Joseph Carrabba, Cliffs' chairman, president and chief executive officer, said, "Cliffs delivered an exceptional performance in 2011, a year highlighted with the transformational acquisition of Consolidated Thompson. With a significant organic pipeline of growth in both iron ore and metallurgical coal, Cliffs is well positioned for continued momentum in 2012 and beyond."
Revenues for Q4 of fiscal 2011 reached $1.7 billion--a 17 percent increase from $1.4 billion in revenues posted for Q4 of fiscal 2010. The surge can be attributed to higher sales volumes and increased exposure to seaborne market pricing. The consolidated sales margin also increased to $496 million from $483 million in Q4 of fiscal 2010, while the net income decreased by 52 percent to $185 million.
During Q4, US iron ore pellet sales volume was 7.8 million tons, a 20 percent increase from the 6.5 million tons sold in the Q4 of fiscal 2010. US iron ore revenue per ton also increased during Q4 by 20 percent to $120.37 over $99.46 in Q4 of fiscal 2010. The increase can be attributed to stronger year-over-year iron ore pricing driven by pricing mechanisms contained in certain supply contracts that provide increased exposure to more favorable seaborne market pricing.
Eastern Canadian iron ore also had a strong Q4 showing with sales volume increasing by 70 percent to 1.9 million tons. The large increase can be attributed to the approximately 1.2 million tons of incremental iron ore concentrate sales volume from the Bloom Lake Mine. Revenues per ton during Q4 of fiscal 2011 were $123.83--an 18 percent decrease from $151.52 in Q4 of fiscal 2010.

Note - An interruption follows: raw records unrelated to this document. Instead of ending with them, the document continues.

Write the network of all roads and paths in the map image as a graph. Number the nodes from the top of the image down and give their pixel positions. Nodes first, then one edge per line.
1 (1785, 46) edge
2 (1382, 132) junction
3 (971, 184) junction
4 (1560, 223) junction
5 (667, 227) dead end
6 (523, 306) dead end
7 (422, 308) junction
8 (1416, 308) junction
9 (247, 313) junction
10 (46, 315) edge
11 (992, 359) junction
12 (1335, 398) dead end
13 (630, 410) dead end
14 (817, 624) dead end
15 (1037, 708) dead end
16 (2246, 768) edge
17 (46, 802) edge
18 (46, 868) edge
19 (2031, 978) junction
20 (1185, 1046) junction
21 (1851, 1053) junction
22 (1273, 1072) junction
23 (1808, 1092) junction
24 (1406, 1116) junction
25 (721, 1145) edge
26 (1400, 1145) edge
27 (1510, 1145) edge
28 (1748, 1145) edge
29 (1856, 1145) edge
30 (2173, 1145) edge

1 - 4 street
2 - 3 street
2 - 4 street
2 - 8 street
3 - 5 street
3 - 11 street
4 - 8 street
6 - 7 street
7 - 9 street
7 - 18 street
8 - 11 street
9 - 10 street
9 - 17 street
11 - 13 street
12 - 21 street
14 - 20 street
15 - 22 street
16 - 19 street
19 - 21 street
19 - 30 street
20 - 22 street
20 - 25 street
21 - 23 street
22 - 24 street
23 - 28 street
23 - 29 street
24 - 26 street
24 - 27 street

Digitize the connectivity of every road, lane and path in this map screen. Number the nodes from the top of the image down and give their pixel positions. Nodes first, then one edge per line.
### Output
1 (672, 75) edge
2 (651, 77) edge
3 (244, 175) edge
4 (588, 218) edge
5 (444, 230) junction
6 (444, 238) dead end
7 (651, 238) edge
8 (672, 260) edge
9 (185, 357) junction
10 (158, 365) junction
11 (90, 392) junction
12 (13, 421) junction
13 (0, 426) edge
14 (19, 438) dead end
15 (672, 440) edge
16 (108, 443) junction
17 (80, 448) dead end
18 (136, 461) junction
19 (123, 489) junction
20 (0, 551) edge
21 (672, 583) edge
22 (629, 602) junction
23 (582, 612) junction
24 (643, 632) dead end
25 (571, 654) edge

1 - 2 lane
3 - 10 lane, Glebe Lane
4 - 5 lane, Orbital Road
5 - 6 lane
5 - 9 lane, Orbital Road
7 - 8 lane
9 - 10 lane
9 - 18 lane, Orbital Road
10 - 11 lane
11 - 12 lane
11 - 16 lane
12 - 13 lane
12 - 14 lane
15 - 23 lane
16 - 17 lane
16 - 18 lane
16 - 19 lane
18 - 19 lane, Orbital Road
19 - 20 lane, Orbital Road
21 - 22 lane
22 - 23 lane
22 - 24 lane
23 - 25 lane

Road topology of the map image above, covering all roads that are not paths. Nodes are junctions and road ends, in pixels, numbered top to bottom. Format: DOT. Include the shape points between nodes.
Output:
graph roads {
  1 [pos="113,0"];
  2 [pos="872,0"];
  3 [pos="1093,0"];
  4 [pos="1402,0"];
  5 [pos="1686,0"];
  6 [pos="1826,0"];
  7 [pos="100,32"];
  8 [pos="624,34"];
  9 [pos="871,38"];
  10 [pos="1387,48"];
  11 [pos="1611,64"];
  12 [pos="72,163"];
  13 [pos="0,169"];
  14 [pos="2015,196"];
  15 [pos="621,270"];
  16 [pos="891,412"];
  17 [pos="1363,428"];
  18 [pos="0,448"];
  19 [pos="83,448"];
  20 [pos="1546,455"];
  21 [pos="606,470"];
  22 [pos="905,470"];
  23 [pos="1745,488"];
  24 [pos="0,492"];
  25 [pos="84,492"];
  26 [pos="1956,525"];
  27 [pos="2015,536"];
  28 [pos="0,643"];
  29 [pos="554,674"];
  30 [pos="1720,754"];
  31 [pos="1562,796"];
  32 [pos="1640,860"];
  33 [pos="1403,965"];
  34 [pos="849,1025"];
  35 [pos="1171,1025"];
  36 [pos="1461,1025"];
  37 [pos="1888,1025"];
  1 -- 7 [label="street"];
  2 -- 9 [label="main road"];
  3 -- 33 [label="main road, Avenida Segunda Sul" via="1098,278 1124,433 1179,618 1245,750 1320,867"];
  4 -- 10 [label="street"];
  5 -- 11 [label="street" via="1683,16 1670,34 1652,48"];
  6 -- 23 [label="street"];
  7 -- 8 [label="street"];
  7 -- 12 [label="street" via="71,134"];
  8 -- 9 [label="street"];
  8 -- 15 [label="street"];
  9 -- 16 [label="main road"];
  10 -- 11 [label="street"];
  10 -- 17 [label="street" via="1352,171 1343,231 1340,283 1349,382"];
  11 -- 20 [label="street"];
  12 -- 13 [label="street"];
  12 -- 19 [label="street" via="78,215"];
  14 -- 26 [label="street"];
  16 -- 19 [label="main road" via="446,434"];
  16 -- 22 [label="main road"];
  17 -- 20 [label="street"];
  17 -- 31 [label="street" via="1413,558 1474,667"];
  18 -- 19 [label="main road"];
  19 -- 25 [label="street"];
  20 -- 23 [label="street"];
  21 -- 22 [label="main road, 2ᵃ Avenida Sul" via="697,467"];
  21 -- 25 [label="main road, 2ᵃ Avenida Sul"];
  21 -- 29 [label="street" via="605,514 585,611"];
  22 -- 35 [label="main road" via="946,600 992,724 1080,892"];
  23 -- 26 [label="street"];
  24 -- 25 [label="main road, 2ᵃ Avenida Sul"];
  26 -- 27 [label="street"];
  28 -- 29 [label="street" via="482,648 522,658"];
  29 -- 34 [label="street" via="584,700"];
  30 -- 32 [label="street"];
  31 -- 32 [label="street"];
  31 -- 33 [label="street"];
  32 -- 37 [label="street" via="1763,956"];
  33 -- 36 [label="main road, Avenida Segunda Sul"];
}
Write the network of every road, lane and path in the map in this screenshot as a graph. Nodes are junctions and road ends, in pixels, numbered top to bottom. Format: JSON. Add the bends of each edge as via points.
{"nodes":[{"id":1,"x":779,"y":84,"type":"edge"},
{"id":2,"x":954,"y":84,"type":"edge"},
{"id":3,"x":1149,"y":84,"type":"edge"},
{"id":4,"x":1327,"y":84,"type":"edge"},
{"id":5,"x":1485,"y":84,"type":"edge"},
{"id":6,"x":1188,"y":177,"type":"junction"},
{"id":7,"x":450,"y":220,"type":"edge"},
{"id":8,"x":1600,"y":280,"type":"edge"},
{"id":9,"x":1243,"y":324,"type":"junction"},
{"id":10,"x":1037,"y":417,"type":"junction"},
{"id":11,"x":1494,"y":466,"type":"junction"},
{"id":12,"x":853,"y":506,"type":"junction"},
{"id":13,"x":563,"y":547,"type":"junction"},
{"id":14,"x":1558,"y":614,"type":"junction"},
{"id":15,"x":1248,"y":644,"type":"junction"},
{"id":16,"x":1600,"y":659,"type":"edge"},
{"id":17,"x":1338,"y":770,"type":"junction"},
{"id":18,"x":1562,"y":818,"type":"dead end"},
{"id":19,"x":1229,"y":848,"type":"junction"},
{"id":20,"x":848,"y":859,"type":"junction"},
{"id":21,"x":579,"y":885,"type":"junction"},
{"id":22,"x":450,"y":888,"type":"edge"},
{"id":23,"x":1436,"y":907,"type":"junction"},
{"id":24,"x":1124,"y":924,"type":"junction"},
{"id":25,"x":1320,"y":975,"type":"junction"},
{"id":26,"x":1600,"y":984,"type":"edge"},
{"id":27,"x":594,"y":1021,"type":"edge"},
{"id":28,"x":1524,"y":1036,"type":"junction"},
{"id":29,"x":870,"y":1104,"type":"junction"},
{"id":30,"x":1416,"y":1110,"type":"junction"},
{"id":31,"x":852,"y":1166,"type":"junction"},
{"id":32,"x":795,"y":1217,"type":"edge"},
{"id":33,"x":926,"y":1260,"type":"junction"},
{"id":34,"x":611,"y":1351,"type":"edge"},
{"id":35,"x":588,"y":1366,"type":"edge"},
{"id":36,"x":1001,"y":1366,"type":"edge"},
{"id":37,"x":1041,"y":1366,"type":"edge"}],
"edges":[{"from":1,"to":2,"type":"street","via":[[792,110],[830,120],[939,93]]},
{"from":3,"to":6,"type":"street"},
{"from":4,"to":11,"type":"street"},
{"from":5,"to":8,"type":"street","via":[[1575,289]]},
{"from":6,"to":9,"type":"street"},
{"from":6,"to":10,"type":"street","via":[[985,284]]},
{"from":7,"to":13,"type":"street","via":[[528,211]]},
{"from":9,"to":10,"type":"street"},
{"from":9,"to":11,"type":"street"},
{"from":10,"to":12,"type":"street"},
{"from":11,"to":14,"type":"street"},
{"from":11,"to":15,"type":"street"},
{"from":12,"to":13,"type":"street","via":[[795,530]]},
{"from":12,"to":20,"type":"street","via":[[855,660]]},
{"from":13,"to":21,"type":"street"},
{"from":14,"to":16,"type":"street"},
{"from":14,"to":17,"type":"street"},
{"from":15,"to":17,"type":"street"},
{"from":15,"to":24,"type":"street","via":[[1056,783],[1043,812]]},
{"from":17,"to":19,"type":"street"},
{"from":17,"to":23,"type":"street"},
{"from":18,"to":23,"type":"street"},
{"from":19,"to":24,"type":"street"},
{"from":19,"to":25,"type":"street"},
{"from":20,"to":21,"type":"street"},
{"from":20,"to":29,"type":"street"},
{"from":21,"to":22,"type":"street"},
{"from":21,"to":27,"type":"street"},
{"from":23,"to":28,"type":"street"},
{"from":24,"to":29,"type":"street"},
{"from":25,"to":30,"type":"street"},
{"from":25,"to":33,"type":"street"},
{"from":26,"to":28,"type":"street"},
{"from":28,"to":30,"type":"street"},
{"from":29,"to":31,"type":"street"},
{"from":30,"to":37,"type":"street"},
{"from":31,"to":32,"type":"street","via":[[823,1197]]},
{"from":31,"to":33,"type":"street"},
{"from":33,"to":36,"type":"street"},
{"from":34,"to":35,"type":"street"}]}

Another area with a positive Q4 was North American coal, which saw sales volume increase from 928,000 tons to 988,000 in 2011. The increase was driven by significantly higher sales and production volumes from Pinnacle Mine. During Q4, there was also an increase in revenues per ton by 11 percent from $112.50 during Q4 in fiscal 2010 to $125.10 in fiscal 2011.